We don’t talk about Titan all that much around here, but all that is going to change in the next few years. NASA has chosen the Dragonfly as the next New Frontiers mission, and the little rotorcraft is currently expected to launch in 2027. Which seems like a long time from now, and definitely feels like a long time since the end of the Cassini mission in 2017. I’m still sad about the end of Cassini. I won’t lie. But that mission is still the gift that keeps on giving.
A team of scientists, led by Rajani Dhingra, continues to analyze Cassini data with regards to Titan. And they’ve published a new paper in Geophysical Research Letters that provides more evidence for rainfall on Titan.
That’s right. Rainfall. You see, Titan may be a moon of Saturn, but it’s also the most Earth-like body in the solar system that isn’t actually Earth. It has a mostly nitrogen atmosphere; there are clouds, seas, rivers, lakes, and even rain. Now, the lakes are made of hydrocarbons like methane and ethane instead of water, and the surface pressure is about fifty percent higher than Earth’s, but still. Those lakes and seas might harbor life. It would be life that uses different chemistry from most life here on Earth, though.
Hence the continuing interest in Titan. And back in 2019, this research group published a paper, also in Geophysical Research Letters, that outlined the observational evidence for rainfall at the north pole of Titan. Due to its axial tilt, Titan also has four seasons, which last about 7.5 years each, and these observations were conducted by Cassini during Titan’s summer. Now, Cassini had already observed precipitation at the south pole of the moon, but surprisingly, not in the northern hemisphere where the majority of lakes and seas are located.
So this team finds a bright ephemeral feature (BEF) that appears to be the result of sunlight reflecting off a puddle, like sunlight would off of wet pavement here on Earth. The rainfall that caused this potential puddle should also have affected the temperature, but the event was so short-lived that Cassini’s observations weren’t precise enough to detect any change.
The new study, however, details another bright ephemeral feature that came from the next pass of Cassini later the same year, and that detection was solid enough to resolve a temperature drop of 1.2 Kelvin around the BEF compared to the area surrounding it. By the next flyby, the BEF was gone.

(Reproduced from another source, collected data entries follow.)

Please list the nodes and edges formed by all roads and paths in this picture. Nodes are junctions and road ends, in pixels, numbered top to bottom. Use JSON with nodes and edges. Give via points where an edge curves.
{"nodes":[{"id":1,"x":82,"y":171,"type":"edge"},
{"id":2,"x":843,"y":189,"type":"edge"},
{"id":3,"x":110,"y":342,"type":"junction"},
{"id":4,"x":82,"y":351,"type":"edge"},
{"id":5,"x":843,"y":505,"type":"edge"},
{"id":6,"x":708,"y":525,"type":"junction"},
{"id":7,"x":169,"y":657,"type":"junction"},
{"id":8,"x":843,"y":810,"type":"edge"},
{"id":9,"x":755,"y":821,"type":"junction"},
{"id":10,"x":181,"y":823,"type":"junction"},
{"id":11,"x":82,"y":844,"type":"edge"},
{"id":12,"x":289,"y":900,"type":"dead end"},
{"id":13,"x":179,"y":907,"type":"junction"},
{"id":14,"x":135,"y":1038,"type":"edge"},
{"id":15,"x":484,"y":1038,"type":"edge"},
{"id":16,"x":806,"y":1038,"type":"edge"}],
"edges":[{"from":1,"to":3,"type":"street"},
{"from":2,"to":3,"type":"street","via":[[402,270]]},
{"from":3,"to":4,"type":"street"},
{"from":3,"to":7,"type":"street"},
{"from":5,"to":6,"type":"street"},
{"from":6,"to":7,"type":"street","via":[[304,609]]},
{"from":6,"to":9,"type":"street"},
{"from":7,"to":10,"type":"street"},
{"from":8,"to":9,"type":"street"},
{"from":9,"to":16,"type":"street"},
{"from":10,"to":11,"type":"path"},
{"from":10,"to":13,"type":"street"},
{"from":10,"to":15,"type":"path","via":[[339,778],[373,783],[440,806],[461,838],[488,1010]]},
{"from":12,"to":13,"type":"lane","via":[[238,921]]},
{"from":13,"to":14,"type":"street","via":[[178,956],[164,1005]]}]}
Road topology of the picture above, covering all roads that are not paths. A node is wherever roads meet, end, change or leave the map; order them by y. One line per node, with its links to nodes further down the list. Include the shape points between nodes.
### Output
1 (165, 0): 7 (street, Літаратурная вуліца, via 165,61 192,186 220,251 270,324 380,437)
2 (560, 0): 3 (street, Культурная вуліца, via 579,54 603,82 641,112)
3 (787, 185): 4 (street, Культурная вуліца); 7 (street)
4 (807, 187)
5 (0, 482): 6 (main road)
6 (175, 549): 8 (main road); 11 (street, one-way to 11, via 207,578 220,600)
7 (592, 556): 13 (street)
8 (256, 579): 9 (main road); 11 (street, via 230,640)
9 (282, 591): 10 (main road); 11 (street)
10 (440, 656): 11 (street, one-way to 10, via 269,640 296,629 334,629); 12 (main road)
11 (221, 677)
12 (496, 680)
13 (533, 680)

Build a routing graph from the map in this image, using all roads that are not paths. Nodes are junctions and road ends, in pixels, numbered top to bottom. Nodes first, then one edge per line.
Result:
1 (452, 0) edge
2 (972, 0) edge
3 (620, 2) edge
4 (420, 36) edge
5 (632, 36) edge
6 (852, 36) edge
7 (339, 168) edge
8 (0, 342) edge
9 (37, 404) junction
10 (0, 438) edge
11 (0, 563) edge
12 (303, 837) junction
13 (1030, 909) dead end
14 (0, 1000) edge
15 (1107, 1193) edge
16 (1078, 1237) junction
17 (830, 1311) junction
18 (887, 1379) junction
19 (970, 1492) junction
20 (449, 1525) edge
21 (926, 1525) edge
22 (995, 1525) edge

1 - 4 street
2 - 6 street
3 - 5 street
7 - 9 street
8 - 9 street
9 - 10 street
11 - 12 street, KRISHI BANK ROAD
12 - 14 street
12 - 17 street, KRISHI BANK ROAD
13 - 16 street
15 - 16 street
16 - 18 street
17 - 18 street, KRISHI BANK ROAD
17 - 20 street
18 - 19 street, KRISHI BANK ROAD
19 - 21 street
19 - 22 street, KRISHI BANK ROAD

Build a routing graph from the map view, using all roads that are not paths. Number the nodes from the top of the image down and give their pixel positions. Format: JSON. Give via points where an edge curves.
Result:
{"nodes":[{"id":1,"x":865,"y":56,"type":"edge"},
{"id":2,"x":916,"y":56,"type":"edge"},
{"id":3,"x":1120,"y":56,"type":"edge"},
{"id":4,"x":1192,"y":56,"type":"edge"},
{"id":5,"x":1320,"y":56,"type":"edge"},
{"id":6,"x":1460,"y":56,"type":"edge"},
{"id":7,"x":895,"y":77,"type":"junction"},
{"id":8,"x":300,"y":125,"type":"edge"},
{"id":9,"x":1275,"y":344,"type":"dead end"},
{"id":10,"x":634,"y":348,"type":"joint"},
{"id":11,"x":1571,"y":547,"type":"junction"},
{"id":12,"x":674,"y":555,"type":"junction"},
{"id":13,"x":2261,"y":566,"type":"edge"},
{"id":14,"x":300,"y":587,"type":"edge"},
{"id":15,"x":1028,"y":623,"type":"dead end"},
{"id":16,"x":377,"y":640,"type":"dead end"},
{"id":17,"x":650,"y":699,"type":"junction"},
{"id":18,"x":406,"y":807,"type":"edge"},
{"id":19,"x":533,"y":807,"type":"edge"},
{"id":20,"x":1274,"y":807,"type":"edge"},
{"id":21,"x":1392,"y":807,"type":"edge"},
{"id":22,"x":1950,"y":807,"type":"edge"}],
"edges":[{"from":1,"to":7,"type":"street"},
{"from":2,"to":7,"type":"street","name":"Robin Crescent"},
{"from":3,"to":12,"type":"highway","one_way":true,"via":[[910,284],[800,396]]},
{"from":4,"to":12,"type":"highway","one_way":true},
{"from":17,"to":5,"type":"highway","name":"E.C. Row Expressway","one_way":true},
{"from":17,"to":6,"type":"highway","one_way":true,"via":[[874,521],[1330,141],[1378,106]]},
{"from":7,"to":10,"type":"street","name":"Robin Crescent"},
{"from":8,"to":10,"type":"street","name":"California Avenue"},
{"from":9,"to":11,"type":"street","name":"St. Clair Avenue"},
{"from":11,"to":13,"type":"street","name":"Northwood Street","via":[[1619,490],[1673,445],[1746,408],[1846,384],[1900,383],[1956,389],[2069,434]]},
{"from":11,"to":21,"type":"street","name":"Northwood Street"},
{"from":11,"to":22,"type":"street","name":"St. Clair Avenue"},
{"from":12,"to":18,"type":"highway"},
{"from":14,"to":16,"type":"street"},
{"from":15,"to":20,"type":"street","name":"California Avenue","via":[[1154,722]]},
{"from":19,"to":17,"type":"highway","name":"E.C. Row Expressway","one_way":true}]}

Dhingra sums up the research: We were fortunate enough to have that number of spectra to see a perceptible temperature difference in a single flyby in a single day on Titan, so we have for the first time probably looked at the weather on Titan. We don’t know the fate of the rainfall.
Roger Clark, a senior scientist at the Planetary Science Institute who was not involved in the research, notes that “a wet surface, ice, or even clouds can all cause the kind of spectral reflections that have been detected on Titan.” So while this research seems solid, we won’t know for certain until Dragonfly gets to Titan in 2035 and can make its own observations.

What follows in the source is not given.